──────── SUPPLIED DATA ────────

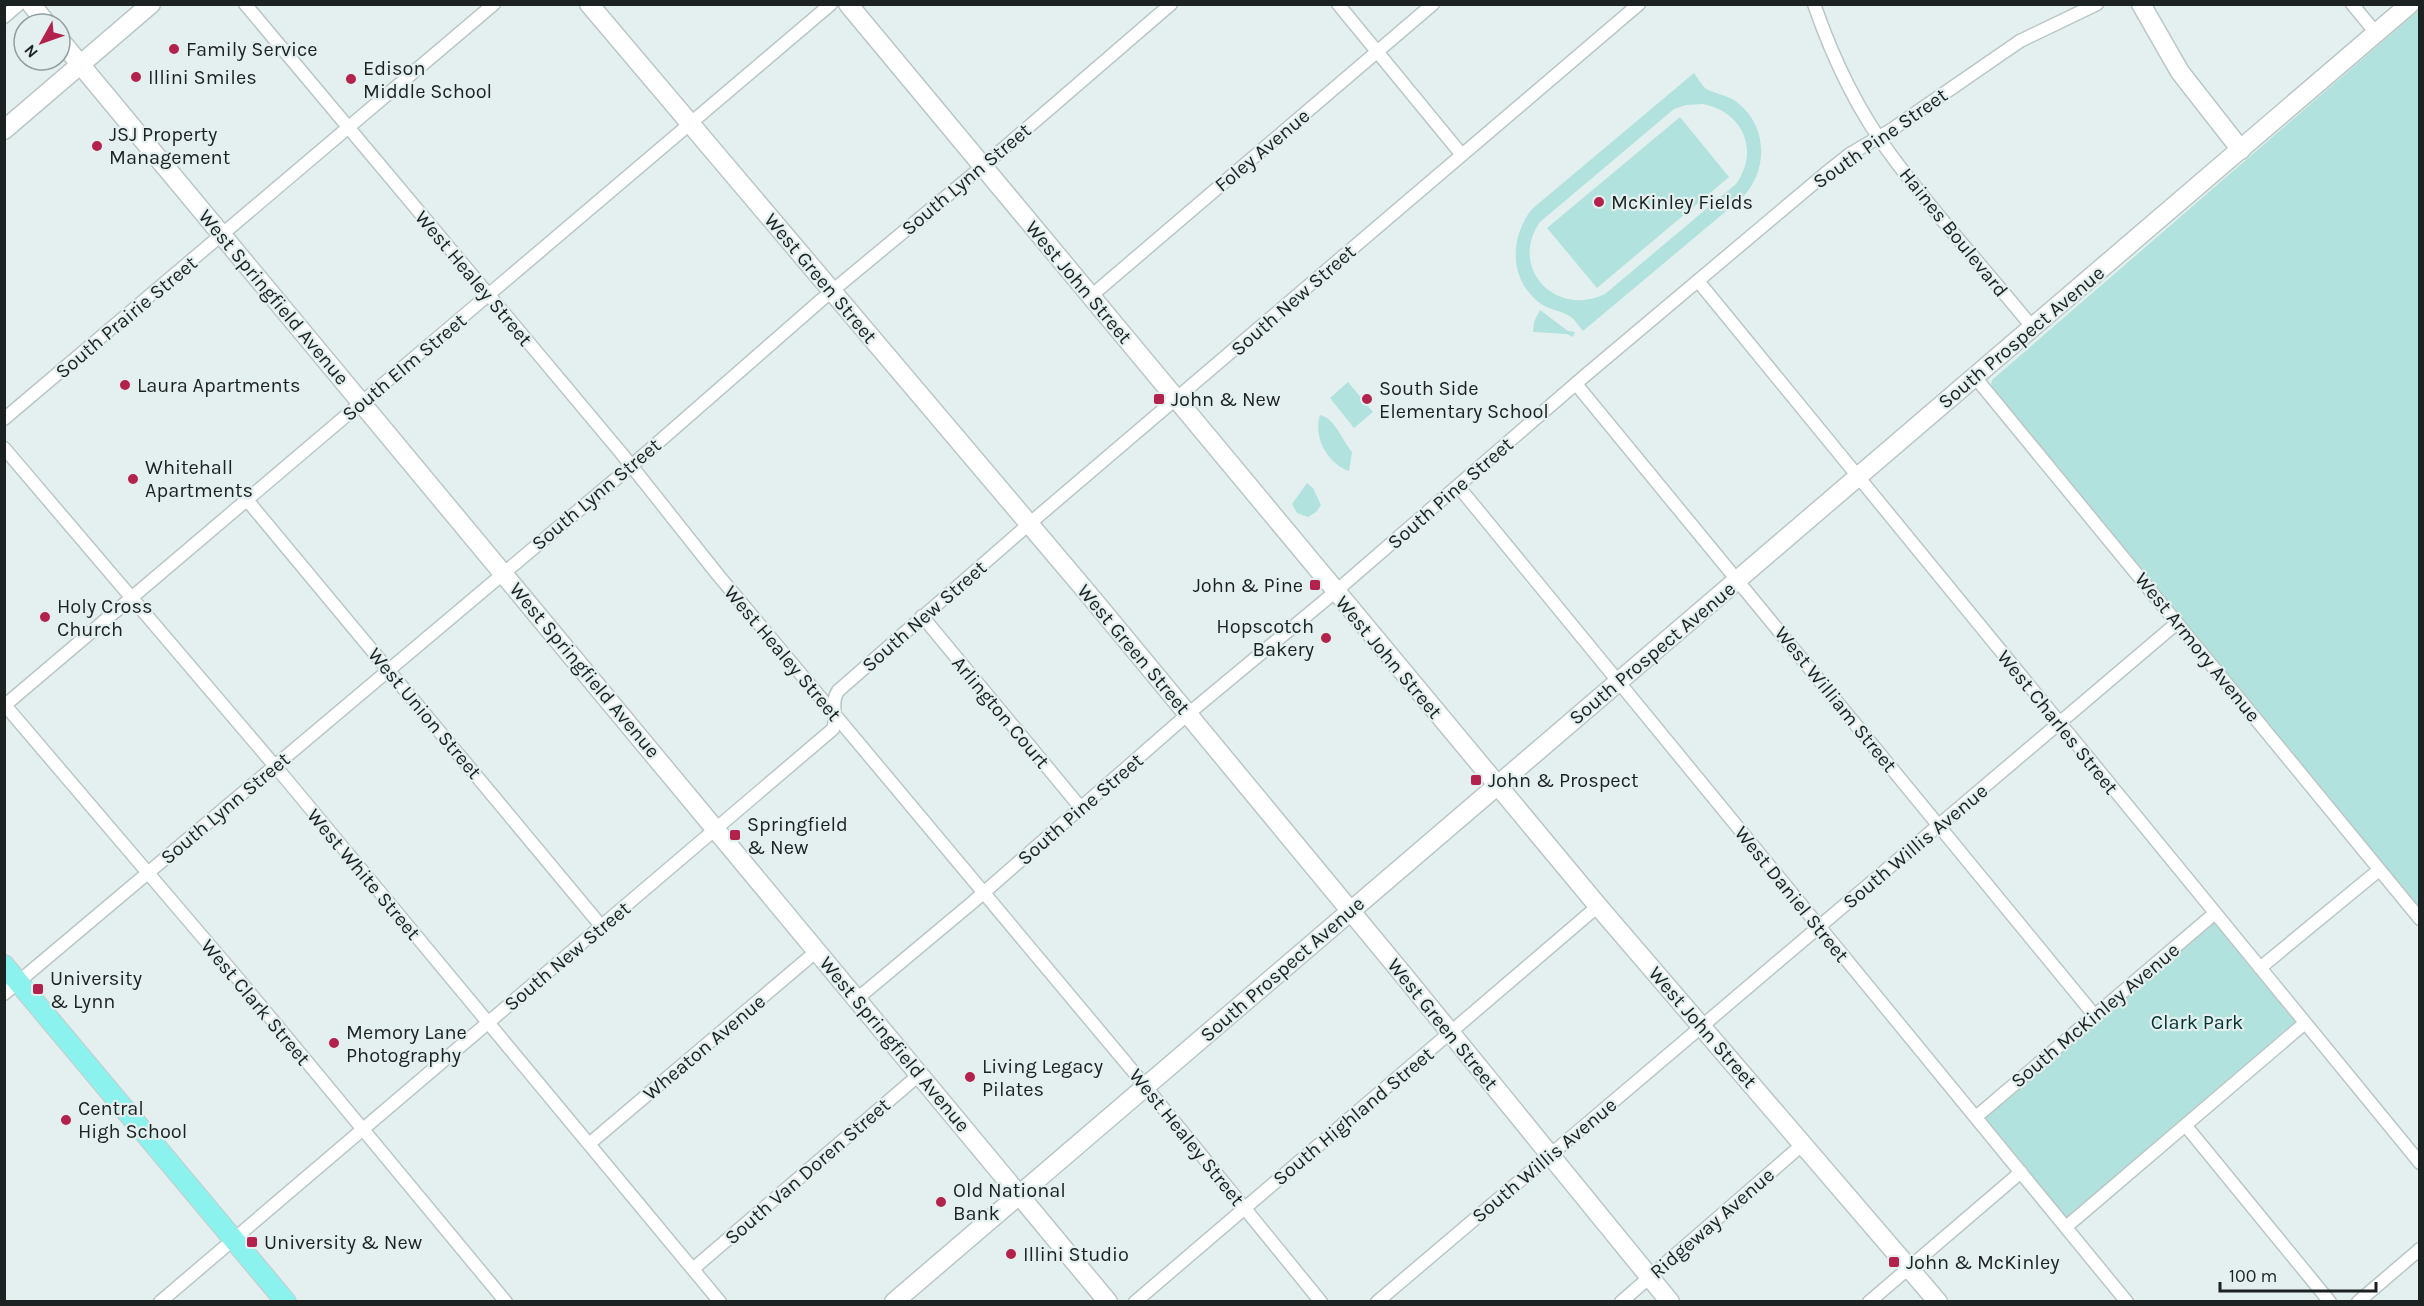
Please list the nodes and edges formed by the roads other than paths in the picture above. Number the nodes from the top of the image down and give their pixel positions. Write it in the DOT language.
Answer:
graph roads {
  1 [pos="19,4"];
  2 [pos="151,4"];
  3 [pos="245,4"];
  4 [pos="494,4"];
  5 [pos="589,4"];
  6 [pos="831,4"];
  7 [pos="848,4"];
  8 [pos="1171,4"];
  9 [pos="1338,4"];
  10 [pos="1433,4"];
  11 [pos="1639,4"];
  12 [pos="1814,4"];
  13 [pos="2097,4"];
  14 [pos="2141,4"];
  15 [pos="2352,4"];
  16 [pos="2410,4"];
  17 [pos="4,17"];
  18 [pos="2376,33"];
  19 [pos="1377,52"];
  20 [pos="72,54"];
  21 [pos="81,65"];
  22 [pos="689,124"];
  23 [pos="348,128"];
  24 [pos="4,130"];
  25 [pos="1879,138"];
  26 [pos="2241,150"];
  27 [pos="1462,155"];
  28 [pos="983,166"];
  29 [pos="223,236"];
  30 [pos="1698,281"];
  31 [pos="832,291"];
  32 [pos="488,295"];
  33 [pos="1091,296"];
  34 [pos="2033,328"];
  35 [pos="1975,377"];
  36 [pos="1576,384"];
  37 [pos="1176,400"];
  38 [pos="362,402"];
  39 [pos="4,420"];
  40 [pos="4,448"];
  41 [pos="630,466"];
  42 [pos="1858,477"];
  43 [pos="1458,486"];
  44 [pos="247,500"];
  45 [pos="1029,524"];
  46 [pos="504,572"];
  47 [pos="1738,580"];
  48 [pos="1335,592"];
  49 [pos="132,598"];
  50 [pos="922,616"];
  51 [pos="2177,622"];
  52 [pos="389,669"];
  53 [pos="1619,682"];
  54 [pos="5,705"];
  55 [pos="833,713"];
  56 [pos="1188,714"];
  57 [pos="2059,724"];
  58 [pos="274,766"];
  59 [pos="1497,786"];
  60 [pos="1081,808"];
  61 [pos="1940,826"];
  62 [pos="716,827"];
  63 [pos="2379,870"];
  64 [pos="147,873"];
  65 [pos="984,892"];
  66 [pos="1598,906"];
  67 [pos="1350,910"];
  68 [pos="2215,913"];
  69 [pos="2420,919"];
  70 [pos="602,927"];
  71 [pos="1820,927"];
  72 [pos="818,950"];
  73 [pos="4,965"];
  74 [pos="2260,968"];
  75 [pos="12,988"];
  76 [pos="858,998"];
  77 [pos="2095,1016"];
  78 [pos="488,1023"];
  79 [pos="2305,1023"];
  80 [pos="1703,1026"];
  81 [pos="1450,1032"];
  82 [pos="920,1074"];
  83 [pos="1145,1086"];
  84 [pos="1976,1117"];
  85 [pos="2186,1126"];
  86 [pos="363,1129"];
  87 [pos="589,1144"];
  88 [pos="1803,1144"];
  89 [pos="1550,1154"];
  90 [pos="2420,1163"];
  91 [pos="2021,1172"];
  92 [pos="1019,1193"];
  93 [pos="1245,1208"];
  94 [pos="2066,1227"];
  95 [pos="233,1238"];
  96 [pos="2420,1249"];
  97 [pos="1909,1267"];
  98 [pos="693,1269"];
  99 [pos="1650,1277"];
  100 [pos="904,1298"];
  101 [pos="159,1302"];
  102 [pos="286,1302"];
  103 [pos="506,1302"];
  104 [pos="720,1302"];
  105 [pos="1108,1302"];
  106 [pos="1135,1302"];
  107 [pos="1321,1302"];
  108 [pos="1377,1302"];
  109 [pos="1621,1302"];
  110 [pos="1670,1302"];
  111 [pos="1869,1302"];
  112 [pos="1938,1302"];
  113 [pos="2127,1302"];
  114 [pos="2330,1302"];
  115 [pos="2358,1302"];
  1 -- 17 [label="street"];
  2 -- 21 [label="main road"];
  3 -- 23 [label="street, West Healey Street"];
  4 -- 23 [label="street, South Prairie Street"];
  5 -- 22 [label="main road, West Green Street"];
  6 -- 22 [label="street, South Elm Street"];
  7 -- 28 [label="main road, West John Street"];
  8 -- 28 [label="street, South Lynn Street"];
  9 -- 19 [label="street"];
  10 -- 19 [label="street, Foley Avenue"];
  11 -- 27 [label="street, South New Street"];
  12 -- 25 [label="street, Haines Boulevard"];
  13 -- 25 [label="street, South Pine Street"];
  14 -- 26 [label="main road"];
  15 -- 18 [label="street"];
  16 -- 18 [label="main road, South Prospect Avenue"];
  18 -- 26 [label="main road, South Prospect Avenue"];
  19 -- 27 [label="street"];
  19 -- 33 [label="street, Foley Avenue"];
  20 -- 21 [label="main road, West Springfield Avenue"];
  21 -- 24 [label="main road"];
  21 -- 29 [label="main road, West Springfield Avenue"];
  22 -- 31 [label="main road, West Green Street"];
  22 -- 32 [label="street, South Elm Street"];
  23 -- 29 [label="street, South Prairie Street"];
  23 -- 32 [label="street, West Healey Street"];
  25 -- 30 [label="street, South Pine Street"];
  25 -- 34 [label="street, Haines Boulevard"];
  26 -- 34 [label="main road, South Prospect Avenue"];
  27 -- 37 [label="street, South New Street"];
  28 -- 31 [label="street, South Lynn Street"];
  28 -- 33 [label="main road, West John Street"];
  29 -- 38 [label="main road, West Springfield Avenue"];
  29 -- 39 [label="street, South Prairie Street"];
  30 -- 36 [label="street, South Pine Street"];
  30 -- 42 [label="street, West Charles Street"];
  31 -- 41 [label="street, South Lynn Street"];
  31 -- 45 [label="main road, West Green Street"];
  32 -- 38 [label="street, South Elm Street"];
  32 -- 41 [label="street, West Healey Street"];
  33 -- 37 [label="main road, West John Street"];
  34 -- 35 [label="main road, South Prospect Avenue"];
  35 -- 42 [label="main road, South Prospect Avenue"];
  35 -- 51 [label="street, West Armory Avenue"];
  36 -- 43 [label="street, South Pine Street"];
  36 -- 47 [label="street, West William Street"];
  37 -- 45 [label="street, South New Street"];
  37 -- 48 [label="main road, West John Street"];
  38 -- 44 [label="street, South Elm Street"];
  38 -- 46 [label="main road, West Springfield Avenue"];
  40 -- 49 [label="street, West White Street"];
  41 -- 46 [label="street, South Lynn Street"];
  41 -- 55 [label="street, West Healey Street"];
  42 -- 47 [label="main road, South Prospect Avenue"];
  42 -- 57 [label="street, West Charles Street"];
  43 -- 48 [label="street, South Pine Street"];
  43 -- 53 [label="street, West Daniel Street"];
  44 -- 49 [label="street, South Elm Street"];
  44 -- 52 [label="street, West Union Street"];
  45 -- 50 [label="street, South New Street"];
  45 -- 56 [label="main road, West Green Street"];
  46 -- 52 [label="street, South Lynn Street"];
  46 -- 62 [label="main road, West Springfield Avenue"];
  47 -- 53 [label="main road, South Prospect Avenue"];
  47 -- 61 [label="street, West William Street"];
  48 -- 56 [label="street, South Pine Street"];
  48 -- 59 [label="main road, West John Street"];
  49 -- 54 [label="street, South Elm Street"];
  49 -- 58 [label="street, West White Street"];
  50 -- 55 [label="street, South New Street"];
  50 -- 60 [label="street, Arlington Court"];
  51 -- 57 [label="street, South Willis Avenue"];
  51 -- 63 [label="street, West Armory Avenue"];
  52 -- 58 [label="street, South Lynn Street"];
  52 -- 70 [label="street, West Union Street"];
  53 -- 59 [label="main road, South Prospect Avenue"];
  53 -- 71 [label="street, West Daniel Street"];
  54 -- 64 [label="street, West Clark Street"];
  55 -- 62 [label="street, South New Street"];
  55 -- 65 [label="street, West Healey Street"];
  56 -- 60 [label="street, South Pine Street"];
  56 -- 67 [label="main road, West Green Street"];
  57 -- 61 [label="street, South Willis Avenue"];
  57 -- 68 [label="street, West Charles Street"];
  58 -- 64 [label="street, South Lynn Street"];
  58 -- 78 [label="street, West White Street"];
  59 -- 66 [label="main road, West John Street"];
  59 -- 67 [label="main road, South Prospect Avenue"];
  60 -- 65 [label="street, South Pine Street"];
  61 -- 71 [label="street, South Willis Avenue"];
  61 -- 77 [label="street, West William Street"];
  62 -- 70 [label="street, South New Street"];
  62 -- 72 [label="main road, West Springfield Avenue"];
  63 -- 69 [label="street, West Armory Avenue"];
  63 -- 74 [label="street"];
  64 -- 75 [label="street, South Lynn Street"];
  64 -- 86 [label="street, West Clark Street"];
  65 -- 76 [label="street, South Pine Street"];
  65 -- 83 [label="street, West Healey Street"];
  66 -- 80 [label="main road, West John Street"];
  66 -- 81 [label="street, South Highland Street"];
  67 -- 81 [label="main road, West Green Street"];
  67 -- 83 [label="main road, South Prospect Avenue"];
  68 -- 74 [label="street, West Charles Street"];
  68 -- 77 [label="street, South McKinley Avenue"];
  70 -- 78 [label="street, South New Street"];
  71 -- 80 [label="street, South Willis Avenue"];
  71 -- 84 [label="street, West Daniel Street"];
  72 -- 76 [label="main road, West Springfield Avenue"];
  72 -- 87 [label="street, Wheaton Avenue"];
  73 -- 75 [label="main road"];
  74 -- 79 [label="street, West Charles Street"];
  75 -- 95 [label="main road"];
  76 -- 82 [label="main road, West Springfield Avenue"];
  77 -- 84 [label="street, South McKinley Avenue"];
  78 -- 86 [label="street, South New Street"];
  78 -- 87 [label="street, West White Street"];
  79 -- 85 [label="street"];
  79 -- 90 [label="street, West Charles Street"];
  80 -- 88 [label="main road, West John Street"];
  80 -- 89 [label="street, South Willis Avenue"];
  81 -- 89 [label="main road, West Green Street"];
  81 -- 93 [label="street, South Highland Street"];
  82 -- 92 [label="main road, West Springfield Avenue"];
  82 -- 98 [label="street, South Van Doren Street"];
  83 -- 92 [label="main road, South Prospect Avenue"];
  83 -- 93 [label="street, West Healey Street"];
  84 -- 91 [label="street, West Daniel Street"];
  85 -- 94 [label="street"];
  85 -- 114 [label="street"];
  86 -- 95 [label="street, South New Street"];
  86 -- 103 [label="street, West Clark Street"];
  87 -- 98 [label="street, West White Street"];
  88 -- 97 [label="main road, West John Street"];
  88 -- 99 [label="street, Ridgeway Avenue"];
  89 -- 99 [label="main road, West Green Street"];
  89 -- 108 [label="street, South Willis Avenue"];
  91 -- 94 [label="street, West Daniel Street"];
  91 -- 97 [label="street"];
  92 -- 100 [label="main road, South Prospect Avenue"];
  92 -- 105 [label="main road, West Springfield Avenue"];
  93 -- 106 [label="street, South Highland Street"];
  93 -- 107 [label="street, West Healey Street"];
  94 -- 113 [label="street, West Daniel Street"];
  95 -- 101 [label="street, South New Street"];
  95 -- 102 [label="main road"];
  96 -- 115 [label="street"];
  97 -- 111 [label="street"];
  97 -- 112 [label="main road, West John Street"];
  98 -- 104 [label="street, West White Street"];
  99 -- 109 [label="street, Ridgeway Avenue"];
  99 -- 110 [label="main road, West Green Street"];
}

────────

- WORK ITEM: Find how many lines of the material include the string "Lynn". Nothing but the number should be given.

- RESULT FOR THIS EXERCISE: 8